An international team of medical researchers and anthropologists has determined that a gene mutation found only in humans and not in our evolutionary cousins, the apes, occurred more than two million years ago, just prior to human brain expansion but after human ancestors stood upright.
Using advanced molecular techniques to analyze powdered bone fragments from fossilized remains of Neandertals and other species, and comparing the genomes of humans and apes, the researchers concluded that the mutation occurred after the time when human ancestors stood uprightabout six to seven million years agobut before their brains began to expand in size, about 2.2 million years ago.
Published in the September 2, 2002 issue of Proceedings of the National Academy of Science and previewed online, the study combined the investigative efforts of University of California, San Diego faculty with a team of international researchers that included anthropologists Meave Leakey of Kenya and Etty Indriati of Indonesia, and molecular scientists Svante Paabo of Germany and Naoyuki Takahata of Japan.
The study's senior author, Ajit Varki, director of the UCSD Glycobiology Research and Training Center and professor of medicine and cellular and molecular medicine, noted that "contrary to the implication of 'Jurassic Park,' intact DNA cannot be recovered from fossils that are more than 100,000 years old. Since our own species is older than that, we had to use three alternative approaches to predict the timing of the genetic mutation we had found in humans."
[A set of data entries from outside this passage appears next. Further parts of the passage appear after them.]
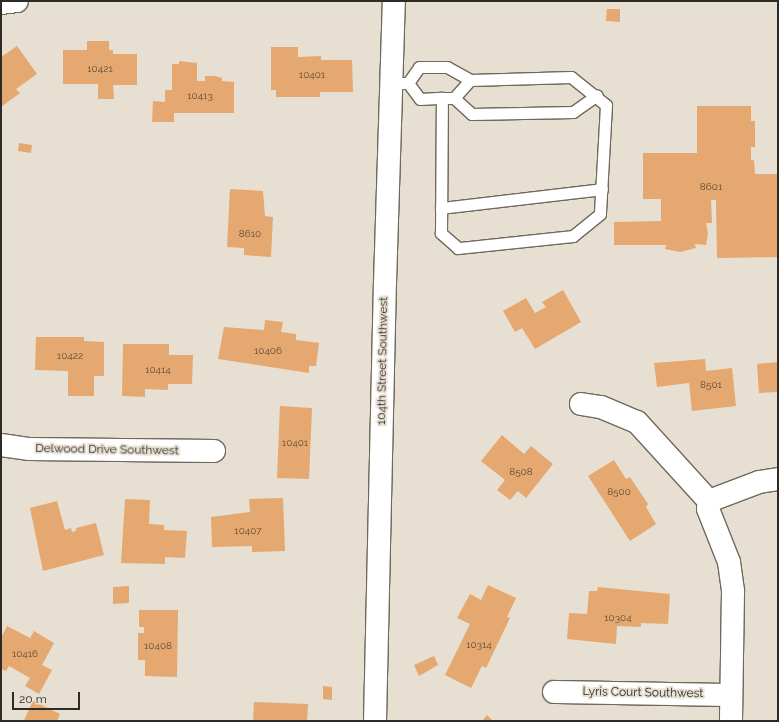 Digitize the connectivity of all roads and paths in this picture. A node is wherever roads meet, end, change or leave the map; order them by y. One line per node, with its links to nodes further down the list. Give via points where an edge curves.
1 (17, 1): 3 (street)
2 (394, 1): 5 (street, 104th Street Southwest)
3 (1, 3)
4 (470, 80): 5 (lane, via 447,67 419,67); 6 (lane, via 571,77); 8 (lane)
5 (400, 83): 7 (lane, via 420,99); 18 (street, 104th Street Southwest)
6 (597, 96): 8 (lane, via 573,112 472,114); 9 (lane, via 606,105)
7 (442, 98): 8 (lane); 10 (lane)
8 (454, 98)
9 (602, 189): 10 (lane); 10 (lane, via 600,214 573,236 458,248 441,233)
10 (441, 208)
11 (581, 404): 15 (street, via 601,407 637,422)
12 (1, 445): 13 (street, Delwood Drive Southwest, via 30,449)
13 (214, 451)
14 (778, 479): 15 (street, via 759,482)
15 (708, 501): 17 (street, via 708,509 729,562 733,592)
16 (554, 692): 17 (street, Lyris Court Southwest)
17 (731, 695): 19 (street)
18 (376, 721)
19 (731, 721)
The investigative work by the Varki team began several years ago. In 1998 Varki and UCSD's Elaine Muchmore announced that they had identified the first major biochemical and genetic difference between humans and their closest evolutionary cousins, the great apes. The gene, a sialic acid which codes for the production of a cell-surface sugar called N-glycolylneuramine Acid (Neu5Gc), was mutated (knocked out) in humans in comparison with the normal, intact gene in apes. Continuing research by the Varki team has sought to determine when in human evolution that the mutation occurred.
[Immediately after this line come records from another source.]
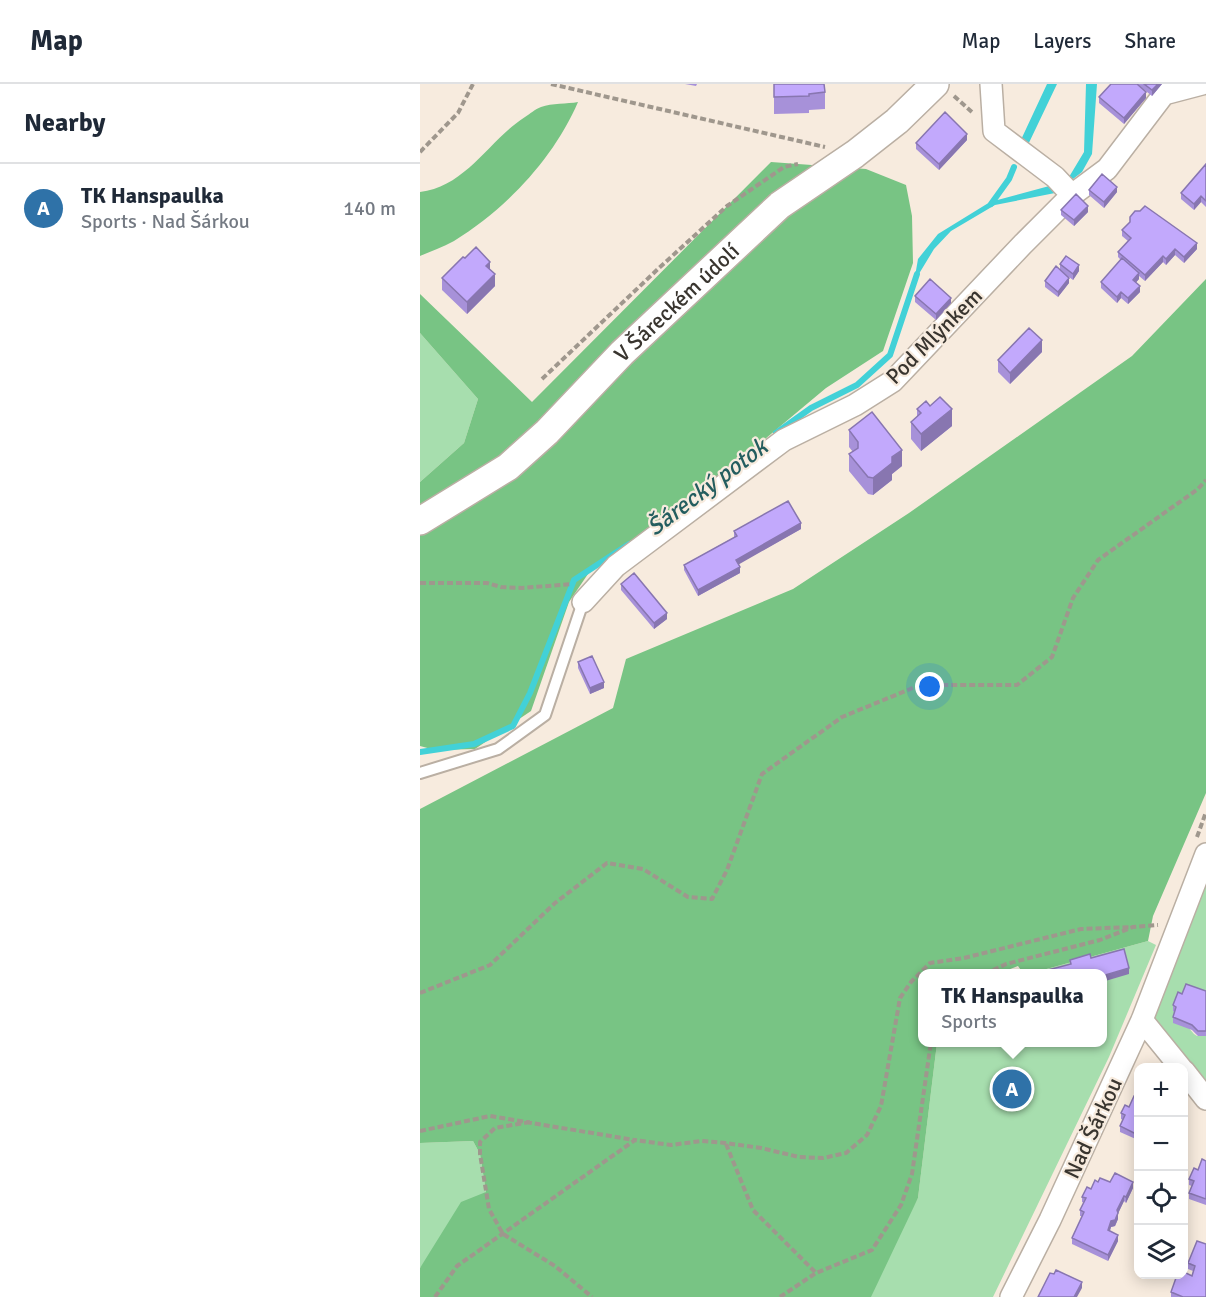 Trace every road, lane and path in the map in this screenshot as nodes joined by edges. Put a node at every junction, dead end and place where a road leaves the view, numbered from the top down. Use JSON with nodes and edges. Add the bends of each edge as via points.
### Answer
{"nodes":[{"id":1,"x":473,"y":84,"type":"edge"},
{"id":2,"x":551,"y":84,"type":"edge"},
{"id":3,"x":935,"y":84,"type":"edge"},
{"id":4,"x":991,"y":84,"type":"edge"},
{"id":5,"x":1202,"y":84,"type":"edge"},
{"id":6,"x":994,"y":131,"type":"junction"},
{"id":7,"x":420,"y":152,"type":"edge"},
{"id":8,"x":855,"y":154,"type":"junction"},
{"id":9,"x":808,"y":162,"type":"dead end"},
{"id":10,"x":1065,"y":187,"type":"junction"},
{"id":11,"x":542,"y":379,"type":"dead end"},
{"id":12,"x":1206,"y":480,"type":"edge"},
{"id":13,"x":1198,"y":489,"type":"junction"},
{"id":14,"x":1206,"y":489,"type":"edge"},
{"id":15,"x":420,"y":521,"type":"edge"},
{"id":16,"x":420,"y":583,"type":"edge"},
{"id":17,"x":581,"y":593,"type":"junction"},
{"id":18,"x":420,"y":773,"type":"edge"},
{"id":19,"x":1206,"y":854,"type":"edge"},
{"id":20,"x":1163,"y":924,"type":"dead end"},
{"id":21,"x":1133,"y":927,"type":"junction"},
{"id":22,"x":924,"y":969,"type":"edge"},
{"id":23,"x":996,"y":969,"type":"edge"},
{"id":24,"x":918,"y":975,"type":"edge"},
{"id":25,"x":420,"y":993,"type":"edge"},
{"id":26,"x":1142,"y":1020,"type":"junction"},
{"id":27,"x":930,"y":1047,"type":"edge"},
{"id":28,"x":1177,"y":1063,"type":"edge"},
{"id":29,"x":1188,"y":1076,"type":"edge"},
{"id":30,"x":1206,"y":1099,"type":"edge"},
{"id":31,"x":530,"y":1122,"type":"junction"},
{"id":32,"x":420,"y":1131,"type":"edge"},
{"id":33,"x":635,"y":1140,"type":"junction"},
{"id":34,"x":725,"y":1143,"type":"junction"},
{"id":35,"x":503,"y":1234,"type":"junction"},
{"id":36,"x":816,"y":1273,"type":"junction"},
{"id":37,"x":435,"y":1297,"type":"edge"},
{"id":38,"x":592,"y":1297,"type":"edge"},
{"id":39,"x":780,"y":1297,"type":"edge"},
{"id":40,"x":1011,"y":1297,"type":"edge"}],
"edges":[{"from":1,"to":7,"type":"path","via":[[458,113]]},
{"from":2,"to":8,"type":"path"},
{"from":3,"to":6,"type":"path"},
{"from":3,"to":8,"type":"street","name":"V Šáreckém údolí"},
{"from":4,"to":6,"type":"street"},
{"from":5,"to":10,"type":"street","name":"Pod Mlýnkem","via":[[1164,94],[1107,169]]},
{"from":6,"to":10,"type":"street"},
{"from":8,"to":15,"type":"street","name":"V Šáreckém údolí","via":[[780,205],[622,353],[508,467]]},
{"from":9,"to":11,"type":"path","via":[[784,166],[727,206]]},
{"from":10,"to":17,"type":"street","name":"Pod Mlýnkem","via":[[1023,244],[893,381],[855,405],[784,440]]},
{"from":12,"to":13,"type":"path"},
{"from":13,"to":14,"type":"path"},
{"from":13,"to":25,"type":"path","via":[[1098,560],[1074,598],[1052,657],[1017,685],[920,685],[842,717],[762,774],[728,870],[712,899],[688,897],[643,869],[607,863],[555,903],[490,965]]},
{"from":16,"to":17,"type":"path","via":[[487,583],[522,588],[555,585]]},
{"from":17,"to":18,"type":"lane","name":"Pod Mlýnkem","via":[[545,715],[498,749]]},
{"from":19,"to":26,"type":"street","name":"Nad Šárkou"},
{"from":20,"to":21,"type":"path"},
{"from":21,"to":22,"type":"path","via":[[1081,929],[930,963]]},
{"from":21,"to":23,"type":"path"},
{"from":24,"to":34,"type":"path","via":[[900,998],[882,1106],[867,1136],[846,1153],[823,1158]]},
{"from":26,"to":28,"type":"street"},
{"from":26,"to":40,"type":"street","name":"Nad Šárkou"},
{"from":27,"to":36,"type":"path","via":[[912,1174],[901,1205],[872,1250]]},
{"from":29,"to":30,"type":"street"},
{"from":31,"to":32,"type":"path","via":[[490,1116]]},
{"from":31,"to":33,"type":"path"},
{"from":31,"to":35,"type":"path","via":[[495,1128],[480,1142],[489,1209]]},
{"from":33,"to":34,"type":"path","via":[[671,1145]]},
{"from":33,"to":35,"type":"path"},
{"from":34,"to":36,"type":"path","via":[[753,1210]]},
{"from":35,"to":37,"type":"path","via":[[457,1266]]},
{"from":35,"to":38,"type":"path","via":[[555,1266]]},
{"from":36,"to":39,"type":"path"}]}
In the PNAS paper, the scientists provide an estimated divergence date and describe three molecular techniques they used to determine that date:
First, the team obtained contemporary primate bone samples from the Natural History Museum in San Diego, purchased faunal fossil samples (including cave bear, dugong, and mammoth) from recognized dealers, and obtained Georgian Neanderthal and Java Man fossils via the Paabo group [researchers led by Svante Pääbo of the Max-Planck-Institute for Evolutionary Anthropology, Leipzig, Germany].
The team developed a new method to extract and identify Neu5Gc and other sialic acids from bones and bony fossils; previously, scientists have only been able to extract sialic acids from soft tissues. To obtain the samples, the scientists filed off the surface of the bone or fossil, drilled into the center to collect a powdered bone sample, then prepared it for detailed analysis to determine the biochemical signature (absence of Neu5Gc) of the mutated gene.
"This allowed us to say that Neandertals, who shared a common ancestor with us 500,000 to 600,000 years ago, were like us," Varki said. "Because they had biochemical evidence for the mutated gene, this indicated that the mutation occurred prior to their common ancestor with us."
The second approach took advantage of what Varki called "jumping parasitic DNA," that is found scattered throughout the human genome, a copy of which seems to have been the culprit in inactivating the Neu5Gc-producing human gene. Previously not well understood by researchers, these bits of rogue DNA now appear to offer clues to human evolution. The Varki and Takahata teams used complex mathematics and detailed data analysis to predict the timeframe in which the particular copy of parasitic DNA landed and caused the human mutation, about 2.8 million years ago.
Third, the researchers took advantage of the fact that when the Neu5Gc-producing gene mutated in apes, it lost its functional ability in the new human lineage, but continued that ability in apes. Utilizing accepted techniques to measure mutation rates, the researchers calculated that the mutation occurred approximately the same time indicated in the second approach above.